The fever will come back, he thinks. And very likely, Henry will come back too. He does not believe the king is going to die soon – though a man may as well be dead, if his only son turns against him. The father loves the son, but not the son the father. The son wishes him gone. He wants to take his place. That is the way it is. Of course. It must be that way.
He thinks of the cardinal on the day of his arrest, Harry Percy’s men thundering in to where he lodged: the hand he laid to his ribs. ‘I have a pain,’ he said. ‘A pain as cold as a whetstone.’ If his heart broke, who broke it? No one but the king himself.
‘Shall I order the men back to work?’ Riche asks.
Francis says, ‘I’m told that one of Katherine’s carved pomegranates is still dangling in the roof timbers at Hampton Court. I can’t see it myself. The surgeons say that when you lose an eye, the sight of the other starts to fail. I shall be a blind man begging alms on the high road, and kind Bishop Gardiner will lead me.’

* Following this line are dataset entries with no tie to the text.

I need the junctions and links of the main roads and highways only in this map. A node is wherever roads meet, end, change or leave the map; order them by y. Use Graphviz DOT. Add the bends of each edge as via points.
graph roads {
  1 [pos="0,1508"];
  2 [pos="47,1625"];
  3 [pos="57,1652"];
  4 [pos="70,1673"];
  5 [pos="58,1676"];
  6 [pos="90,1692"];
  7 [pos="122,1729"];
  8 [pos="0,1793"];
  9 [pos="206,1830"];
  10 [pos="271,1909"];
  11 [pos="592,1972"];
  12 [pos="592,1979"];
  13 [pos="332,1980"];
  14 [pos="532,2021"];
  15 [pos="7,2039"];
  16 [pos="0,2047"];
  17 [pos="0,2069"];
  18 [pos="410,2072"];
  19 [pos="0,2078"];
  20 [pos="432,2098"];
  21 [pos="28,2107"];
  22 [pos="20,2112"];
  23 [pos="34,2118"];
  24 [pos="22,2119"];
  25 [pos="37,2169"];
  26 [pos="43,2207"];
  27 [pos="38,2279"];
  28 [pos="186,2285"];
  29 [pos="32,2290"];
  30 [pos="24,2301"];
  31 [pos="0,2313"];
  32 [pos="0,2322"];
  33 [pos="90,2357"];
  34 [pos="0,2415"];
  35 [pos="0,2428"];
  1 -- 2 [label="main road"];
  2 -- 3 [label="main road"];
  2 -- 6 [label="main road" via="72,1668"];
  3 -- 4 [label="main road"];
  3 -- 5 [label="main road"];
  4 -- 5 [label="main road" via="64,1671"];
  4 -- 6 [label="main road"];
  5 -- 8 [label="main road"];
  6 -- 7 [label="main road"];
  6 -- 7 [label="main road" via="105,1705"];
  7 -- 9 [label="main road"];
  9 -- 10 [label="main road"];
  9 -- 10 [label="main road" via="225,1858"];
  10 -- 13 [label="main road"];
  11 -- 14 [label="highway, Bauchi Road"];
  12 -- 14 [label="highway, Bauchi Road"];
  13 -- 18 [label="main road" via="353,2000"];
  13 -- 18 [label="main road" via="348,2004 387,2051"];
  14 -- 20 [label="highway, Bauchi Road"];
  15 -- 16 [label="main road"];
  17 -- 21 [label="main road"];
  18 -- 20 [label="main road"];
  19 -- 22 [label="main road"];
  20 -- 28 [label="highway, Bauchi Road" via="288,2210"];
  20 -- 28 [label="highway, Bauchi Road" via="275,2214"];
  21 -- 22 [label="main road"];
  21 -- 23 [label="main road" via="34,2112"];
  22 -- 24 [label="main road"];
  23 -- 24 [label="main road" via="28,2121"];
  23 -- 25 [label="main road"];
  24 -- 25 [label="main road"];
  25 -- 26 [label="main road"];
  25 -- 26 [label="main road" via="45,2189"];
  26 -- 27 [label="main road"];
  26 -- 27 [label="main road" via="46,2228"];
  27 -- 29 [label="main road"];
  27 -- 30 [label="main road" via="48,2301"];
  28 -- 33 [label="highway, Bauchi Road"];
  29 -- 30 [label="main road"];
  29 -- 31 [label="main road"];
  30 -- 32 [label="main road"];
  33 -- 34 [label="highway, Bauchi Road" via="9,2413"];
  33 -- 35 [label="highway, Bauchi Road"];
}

Rafe Sadler and Thomas Wriothesley return from Mary at Hunsdon, without a paper in hand, without her oath. Wriothesley says, ‘Why did you send us, sir? You must have known we could not succeed.’
‘How did she look?’
‘Ill,’ Rafe says.
‘The king is incensed against her advisers,’ he says.
‘In all honesty,’ Rafe says, ‘I don’t think it’s her advisers. It’s her own stubborn pride.’
‘Whichever.’ He is indifferent.
Wriothesley says, ‘Sir, never send me there again.’ Vehement, he flushes. ‘If Master Sadler will not tell you how it was, then I will tell you. The house was full of Nicholas Carew’s people, and servants of the Courtenay family, and others in Lord Montague’s livery. They did not have your licence to be there, and they boasted, it doesn’t matter now, Cromwell is naught – Mary is returning to court, and the Pope will be restored, and the world put to rights again.’
‘They gave her the title of “Princess”, Rafe says, ‘and they did not mind who heard.’
‘We greeted her as Lady Mary,’ Call-Me says. ‘She looked enraged. She expected the title of Princess, and she expected us to kneel to her. Then as we delivered your compliments she broke out, “Tell me how she died.” All she wanted was to curse Anne Boleyn. We said, she died calmly, and Rafe said –’
‘“An example of Christian resignation.”’ Rafe looks away, astonished by his own phrase: he was not even there.
‘But she did not want to hear that. She called Anne “the creature” and said she should have been burned alive. She asked what prayers she said, was she pale, did she tremble … I did not think a young girl could be so cruel, or one person of the female sex so hate another. I could have spewed, so help me. She has a black heart, and she showed it.’
Rafe is watching Call-Me. ‘Hush,’ he says. ‘It is hard, but it is done now. And besides, sir, Mary is not as strong in her resolve as her people think. She asked us, “What, Master Secretary does not come himself?” It’s almost as if she is waiting for you. So she can take the oath and it be no blame to her. She will tell the world you have threatened her, enforced her. Rome and all Europe will believe it.’
‘I had rather she obeys from free choice. Whatever the world says.’
‘Obeys?’ Wriothesley says. ‘I never saw any person less likely to yield or obey. What does she think about, abed at night? Does she lie awake devising torments? Sir, you know I do not flinch. I know what manner of things are done. I was at the Tower, when you hung the friar up by his hands –’
‘I didn’t –’ he says.
‘– and I did not demur. I understood his cries were those of a treacherous knave who could still see his duty and save himself –’
‘I didn’t,’ he says. ‘Rafe? Tell him.’
‘You misremember,’ Rafe says gently. ‘There was talk of hanging him up. But it only happened in your imagination.’
‘It happened in the friar’s imagination,’ he says. ‘That was the point. I set his fantasy to work.’
‘Then set Mary’s to work,’ Call-Me says. ‘See if her fantasy will sicken her, as she sickened me. She thinks her cousin the Emperor will crest the sea on a white horse and sweep her away across his saddle. Tell her that no one will rescue her, and that no one will speak for her, but her father will hurt her and bend her to his will.’
June: the Duke of Richmond walks in procession with the House of Lords. How like his father he is, onlookers say: heavy muscle already under the hot drag of the Parliament robes. His handsome face is flushed with portent, as if he feels his future in a warm breeze.
The king seems to enjoy Richard Riche’s speech of welcome. He is not averse to the comparisons: King Solomon, King David. And he has forgotten that Absalom said, ‘I have no son to keep my name in remembrance.’
It’s not only the folk at Hunsdon who believe that with the change of queen, the tide will turn, and England go back to Rome. As sufficient answer, he – Lord Cromwell – brings in a measure: An Act Extinguishing the Authority of the Bishop of Rome. The title is a guide to its content.